Gestación en perritas y gatitas
- Wendy Torres
- 8 feb
- 2 Min. de lectura
La gestación es el periodo que transcurre desde la fecundación hasta el nacimiento de los cachorros. En perras y gatas, este proceso dura en promedio 63 días (±5 días), aunque puede variar ligeramente según la raza, el tamaño de la camada y las condiciones individuales de cada animal.
Durante esta etapa ocurren importantes cambios fisiológicos y hormonales que preparan el cuerpo para la maternidad. Hormonas como la progesterona —encargada de mantener la gestación— y la prolactina, relacionada con la conducta maternal, influyen no solo en el organismo, sino también en el comportamiento. Por ello, es normal observar modificaciones en el temperamento, los niveles de energía y la forma en que interactúan con su entorno.
A medida que el parto se acerca, muchas hembras presentan conductas innatas destinadas a garantizar la supervivencia de sus crías.
Conducta preparto más frecuente
Aumento del apetito: el cuerpo demanda más energía para el desarrollo fetal.
Elección o creación de un nido: comportamiento innato para ofrecer un lugar seguro a los cachorros.

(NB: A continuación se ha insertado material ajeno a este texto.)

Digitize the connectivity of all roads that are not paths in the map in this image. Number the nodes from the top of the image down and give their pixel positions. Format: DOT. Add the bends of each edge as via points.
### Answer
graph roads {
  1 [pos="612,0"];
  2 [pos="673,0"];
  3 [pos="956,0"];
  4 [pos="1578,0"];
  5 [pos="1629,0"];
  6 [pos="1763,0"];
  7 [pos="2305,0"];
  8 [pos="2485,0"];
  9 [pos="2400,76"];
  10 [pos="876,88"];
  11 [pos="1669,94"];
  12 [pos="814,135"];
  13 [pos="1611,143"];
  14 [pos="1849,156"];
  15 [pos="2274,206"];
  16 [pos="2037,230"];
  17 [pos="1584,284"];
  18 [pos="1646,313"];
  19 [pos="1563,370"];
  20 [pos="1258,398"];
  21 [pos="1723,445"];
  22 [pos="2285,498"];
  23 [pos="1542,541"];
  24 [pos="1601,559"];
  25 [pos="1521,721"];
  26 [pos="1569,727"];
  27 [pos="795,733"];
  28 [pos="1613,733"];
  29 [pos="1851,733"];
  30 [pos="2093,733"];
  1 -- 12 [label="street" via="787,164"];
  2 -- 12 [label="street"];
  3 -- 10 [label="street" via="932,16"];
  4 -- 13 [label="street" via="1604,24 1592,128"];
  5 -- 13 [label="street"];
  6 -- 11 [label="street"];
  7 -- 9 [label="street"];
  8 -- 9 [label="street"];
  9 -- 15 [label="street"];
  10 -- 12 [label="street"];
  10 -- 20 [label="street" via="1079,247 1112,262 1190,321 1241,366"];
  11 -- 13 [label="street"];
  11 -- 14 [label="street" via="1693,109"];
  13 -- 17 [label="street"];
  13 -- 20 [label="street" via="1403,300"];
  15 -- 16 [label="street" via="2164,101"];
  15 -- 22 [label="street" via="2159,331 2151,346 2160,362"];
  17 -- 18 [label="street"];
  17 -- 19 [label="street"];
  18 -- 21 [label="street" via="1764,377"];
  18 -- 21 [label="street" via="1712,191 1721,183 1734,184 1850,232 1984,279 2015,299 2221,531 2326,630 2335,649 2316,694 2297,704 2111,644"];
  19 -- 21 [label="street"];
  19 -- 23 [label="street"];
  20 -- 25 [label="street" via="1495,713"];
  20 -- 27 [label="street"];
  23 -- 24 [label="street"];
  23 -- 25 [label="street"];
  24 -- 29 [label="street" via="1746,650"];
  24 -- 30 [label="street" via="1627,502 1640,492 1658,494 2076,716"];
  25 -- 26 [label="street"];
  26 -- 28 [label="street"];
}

Disminución de la actividad física: conservan energía para el parto.
Mayor necesidad de aislamiento o distanciamiento: algunas buscan tranquilidad y privacidad.
Vocalización o inquietud: puede reflejar incomodidad o los primeros signos de trabajo de parto.
Agitación o conducta exploratoria: relacionada con la búsqueda de un sitio adecuado para parir.
Es importante recordar que cada animal es un individuo, por lo que la intensidad de estos cambios puede variar. Un seguimiento veterinario adecuado durante la gestación ayuda a prevenir complicaciones y a asegurar el bienestar tanto de la madre como de los futuros cachorros.
Además, el acompañamiento de un profesional en comportamiento animal puede ser de gran utilidad para comprender mejor estas conductas y brindar un entorno seguro y libre de estrés durante este proceso.
Tips para acompañar este proceso
Brinda contacto afectivo y un ambiente tranquilo: las interacciones positivas favorecen la liberación de neurotransmisores como la dopamina y la oxitocina, asociados al bienestar y al vínculo social.
Reduce situaciones estresantes: el estrés materno puede influir en el desarrollo neuroconductual de los cachorros.
Prepara un espacio cómodo y limpio para el parto: esto le dará seguridad y facilitará la conducta de anidación.
Señales de alerta: acude al veterinario si notas…
Falta de apetito por más de 24 horas.
Secreciones vaginales con mal olor, color verdoso oscuro antes del parto o con sangre abundante.
Letargo extremo, fiebre o dificultad para respirar.
Contracciones intensas sin nacimiento de cachorros después de 30–60 minutos.
Intervalos mayores a 2 horas entre cachorros.
Ante cualquier signo inusual, la atención veterinaria oportuna puede marcar la diferencia para la madre y sus crías.
La gestación es un proceso natural y profundamente significativo. Con información, atención profesional y mucho respeto por sus necesidades biológicas, puedes ayudar a que tu compañera viva esta etapa con bienestar y seguridad.